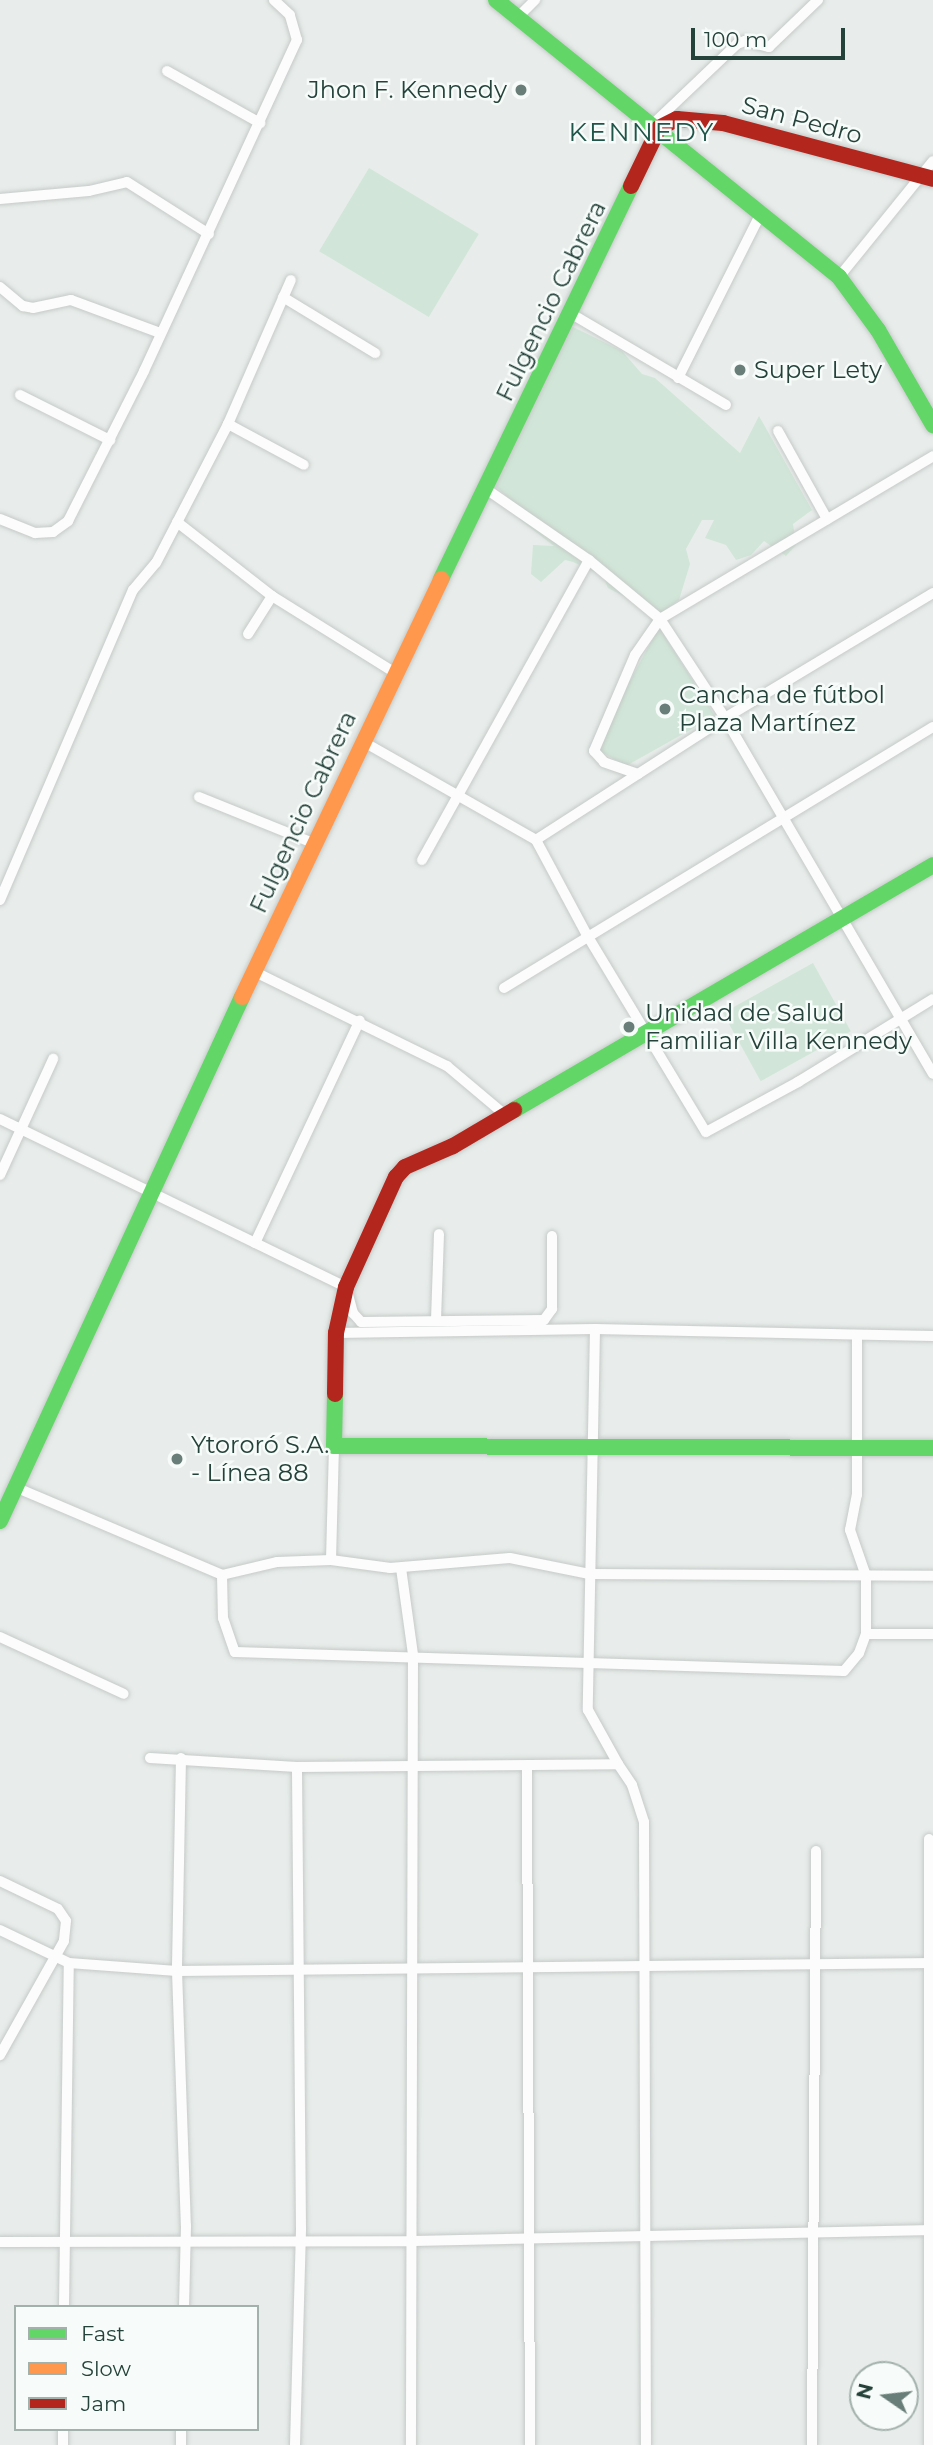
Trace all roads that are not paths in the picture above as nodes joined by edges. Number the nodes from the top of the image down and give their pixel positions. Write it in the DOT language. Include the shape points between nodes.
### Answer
graph roads {
  1 [pos="274,0"];
  2 [pos="496,0"];
  3 [pos="535,0"];
  4 [pos="818,0"];
  5 [pos="519,16"];
  6 [pos="167,71"];
  7 [pos="260,123"];
  8 [pos="656,126"];
  9 [pos="933,162"];
  10 [pos="926,177"];
  11 [pos="0,199"];
  12 [pos="762,211"];
  13 [pos="209,234"];
  14 [pos="839,277"];
  15 [pos="290,280"];
  16 [pos="0,287"];
  17 [pos="284,297"];
  18 [pos="570,313"];
  19 [pos="160,333"];
  20 [pos="375,353"];
  21 [pos="678,378"];
  22 [pos="20,395"];
  23 [pos="726,405"];
  24 [pos="228,424"];
  25 [pos="933,425"];
  26 [pos="778,432"];
  27 [pos="110,440"];
  28 [pos="933,456"];
  29 [pos="304,464"];
  30 [pos="486,489"];
  31 [pos="0,519"];
  32 [pos="827,519"];
  33 [pos="177,522"];
  34 [pos="589,560"];
  35 [pos="933,593"];
  36 [pos="272,596"];
  37 [pos="660,619"];
  38 [pos="248,634"];
  39 [pos="395,673"];
  40 [pos="725,718"];
  41 [pos="933,727"];
  42 [pos="362,741"];
  43 [pos="638,774"];
  44 [pos="460,794"];
  45 [pos="199,797"];
  46 [pos="783,815"];
  47 [pos="536,839"];
  48 [pos="313,842"];
  49 [pos="422,860"];
  50 [pos="933,865"];
  51 [pos="0,900"];
  52 [pos="842,917"];
  53 [pos="587,935"];
  54 [pos="253,971"];
  55 [pos="504,988"];
  56 [pos="933,999"];
  57 [pos="900,1017"];
  58 [pos="360,1020"];
  59 [pos="647,1030"];
  60 [pos="53,1059"];
  61 [pos="933,1074"];
  62 [pos="504,1114"];
  63 [pos="0,1119"];
  64 [pos="21,1130"];
  65 [pos="0,1175"];
  66 [pos="150,1191"];
  67 [pos="439,1234"];
  68 [pos="552,1236"];
  69 [pos="255,1243"];
  70 [pos="346,1287"];
  71 [pos="436,1320"];
  72 [pos="596,1329"];
  73 [pos="336,1333"];
  74 [pos="933,1336"];
  75 [pos="857,1338"];
  76 [pos="334,1446"];
  77 [pos="857,1447"];
  78 [pos="591,1448"];
  79 [pos="933,1448"];
  80 [pos="15,1487"];
  81 [pos="0,1521"];
  82 [pos="331,1560"];
  83 [pos="401,1568"];
  84 [pos="589,1574"];
  85 [pos="222,1575"];
  86 [pos="866,1576"];
  87 [pos="933,1576"];
  88 [pos="866,1634"];
  89 [pos="933,1634"];
  90 [pos="0,1637"];
  91 [pos="413,1655"];
  92 [pos="589,1659"];
  93 [pos="124,1694"];
  94 [pos="150,1758"];
  95 [pos="181,1758"];
  96 [pos="618,1764"];
  97 [pos="411,1766"];
  98 [pos="298,1767"];
  99 [pos="527,1767"];
  100 [pos="929,1839"];
  101 [pos="816,1851"];
  102 [pos="0,1881"];
  103 [pos="0,1930"];
  104 [pos="55,1956"];
  105 [pos="69,1963"];
  106 [pos="931,1963"];
  107 [pos="812,1965"];
  108 [pos="528,1966"];
  109 [pos="646,1966"];
  110 [pos="410,1967"];
  111 [pos="297,1968"];
  112 [pos="177,1971"];
  113 [pos="0,2055"];
  114 [pos="932,2230"];
  115 [pos="814,2233"];
  116 [pos="647,2236"];
  117 [pos="64,2240"];
  118 [pos="531,2240"];
  119 [pos="186,2241"];
  120 [pos="301,2241"];
  121 [pos="414,2241"];
  122 [pos="0,2242"];
  123 [pos="64,2305"];
  124 [pos="184,2305"];
  125 [pos="295,2445"];
  126 [pos="411,2445"];
  127 [pos="530,2445"];
  128 [pos="646,2445"];
  129 [pos="812,2445"];
  130 [pos="929,2445"];
  1 -- 7 [label="street" via="290,15 297,40"];
  2 -- 5 [label="main road"];
  3 -- 5 [label="street"];
  4 -- 8 [label="street" via="769,47 740,42"];
  5 -- 8 [label="main road"];
  6 -- 7 [label="street"];
  7 -- 13 [label="street"];
  8 -- 10 [label="main road, San Pedro" via="677,119 723,123"];
  8 -- 12 [label="main road"];
  8 -- 18 [label="main road, Fulgencio Cabrera"];
  9 -- 10 [label="street"];
  10 -- 14 [label="street"];
  11 -- 13 [label="street" via="89,191 127,182"];
  12 -- 14 [label="main road"];
  12 -- 21 [label="street"];
  13 -- 19 [label="street"];
  14 -- 25 [label="main road" via="878,330"];
  15 -- 17 [label="street"];
  16 -- 19 [label="street" via="23,306 71,300"];
  17 -- 20 [label="street"];
  17 -- 24 [label="street"];
  18 -- 21 [label="street"];
  18 -- 30 [label="main road, Fulgencio Cabrera"];
  19 -- 27 [label="street"];
  21 -- 23 [label="street"];
  22 -- 27 [label="street"];
  24 -- 29 [label="street"];
  24 -- 33 [label="street"];
  26 -- 32 [label="street"];
  27 -- 31 [label="street" via="68,521 53,532 35,533"];
  28 -- 32 [label="street"];
  30 -- 34 [label="street"];
  30 -- 39 [label="main road, Fulgencio Cabrera"];
  32 -- 37 [label="street"];
  33 -- 36 [label="street"];
  33 -- 51 [label="street" via="156,563 140,575"];
  34 -- 37 [label="street"];
  34 -- 44 [label="street"];
  35 -- 40 [label="street"];
  36 -- 38 [label="street"];
  36 -- 39 [label="street"];
  37 -- 40 [label="street"];
  37 -- 43 [label="street" via="635,655 594,751 604,762"];
  39 -- 42 [label="main road, Fulgencio Cabrera"];
  40 -- 43 [label="street"];
  40 -- 46 [label="street"];
  41 -- 46 [label="street"];
  42 -- 44 [label="street"];
  42 -- 48 [label="main road, Fulgencio Cabrera"];
  43 -- 47 [label="street"];
  44 -- 47 [label="street"];
  44 -- 49 [label="street"];
  45 -- 48 [label="street"];
  46 -- 52 [label="street"];
  46 -- 53 [label="street"];
  47 -- 53 [label="street"];
  48 -- 54 [label="main road, Fulgencio Cabrera"];
  50 -- 52 [label="main road"];
  52 -- 57 [label="street"];
  52 -- 59 [label="main road"];
  53 -- 55 [label="street"];
  53 -- 59 [label="street"];
  54 -- 58 [label="street"];
  54 -- 66 [label="main road, Fulgencio Cabrera"];
  56 -- 57 [label="street"];
  57 -- 59 [label="street" via="710,1132 702,1129"];
  57 -- 61 [label="street"];
  58 -- 62 [label="street" via="447,1066"];
  58 -- 69 [label="street"];
  59 -- 62 [label="main road"];
  60 -- 64 [label="street"];
  62 -- 70 [label="main road" via="453,1146 405,1167 396,1177"];
  63 -- 64 [label="street"];
  64 -- 65 [label="street"];
  64 -- 66 [label="street"];
  66 -- 69 [label="street"];
  66 -- 80 [label="main road, Fulgencio Cabrera"];
  67 -- 71 [label="street"];
  68 -- 71 [label="street" via="552,1299 547,1319"];
  69 -- 70 [label="street"];
  70 -- 71 [label="street" via="358,1321"];
  70 -- 73 [label="main road"];
  72 -- 73 [label="street"];
  72 -- 75 [label="street"];
  72 -- 78 [label="street"];
  73 -- 76 [label="main road"];
  74 -- 75 [label="street"];
  75 -- 77 [label="street"];
  76 -- 78 [label="main road"];
  76 -- 82 [label="street"];
  77 -- 78 [label="main road"];
  77 -- 79 [label="main road"];
  77 -- 86 [label="street" via="857,1496 850,1530"];
  78 -- 84 [label="street"];
  80 -- 81 [label="main road, Fulgencio Cabrera"];
  80 -- 85 [label="street"];
  82 -- 83 [label="street"];
  82 -- 85 [label="street" via="277,1562"];
  83 -- 84 [label="street" via="510,1558"];
  83 -- 91 [label="street"];
  84 -- 86 [label="street"];
  84 -- 92 [label="street"];
  85 -- 91 [label="street" via="223,1618 234,1652"];
  86 -- 87 [label="street"];
  86 -- 88 [label="street"];
  88 -- 89 [label="street"];
  88 -- 92 [label="street" via="859,1653 844,1671"];
  90 -- 93 [label="street"];
  91 -- 92 [label="street"];
  91 -- 97 [label="street"];
  92 -- 96 [label="street" via="588,1710"];
  94 -- 95 [label="street"];
  95 -- 98 [label="street"];
  95 -- 112 [label="street"];
  96 -- 99 [label="street"];
  96 -- 109 [label="street" via="632,1785 644,1822"];
  97 -- 98 [label="street"];
  97 -- 99 [label="street"];
  97 -- 110 [label="street"];
  98 -- 111 [label="street"];
  99 -- 108 [label="street"];
  100 -- 106 [label="street"];
  101 -- 107 [label="street"];
  102 -- 104 [label="street" via="63,1913 64,1941"];
  103 -- 104 [label="street"];
  104 -- 105 [label="street"];
  104 -- 113 [label="street"];
  105 -- 112 [label="street"];
  105 -- 117 [label="street"];
  106 -- 107 [label="street"];
  106 -- 114 [label="street"];
  107 -- 109 [label="street"];
  107 -- 115 [label="street"];
  108 -- 109 [label="street"];
  108 -- 110 [label="street"];
  108 -- 118 [label="street"];
  109 -- 116 [label="street"];
  110 -- 111 [label="street"];
  110 -- 121 [label="street"];
  111 -- 112 [label="street"];
  111 -- 120 [label="street"];
  112 -- 119 [label="street"];
  114 -- 115 [label="street"];
  114 -- 130 [label="street"];
  115 -- 116 [label="street"];
  115 -- 129 [label="street"];
  116 -- 118 [label="street"];
  116 -- 128 [label="street"];
  117 -- 119 [label="street"];
  117 -- 122 [label="street"];
  117 -- 123 [label="street"];
  118 -- 121 [label="street"];
  118 -- 127 [label="street"];
  119 -- 120 [label="street"];
  119 -- 124 [label="street"];
  120 -- 121 [label="street"];
  120 -- 125 [label="street"];
  121 -- 126 [label="street"];
}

TASK DETAILS:
Please find each line in the records above that holds the word "roads", and copy it.

OUTPUT FOR THIS EXERCISE:
Trace all roads that are not paths in the picture above as nodes joined by edges. Number the nodes from the top of the image down and give their pixel positions. Write it in the DOT language. Include the shape points between nodes.
graph roads {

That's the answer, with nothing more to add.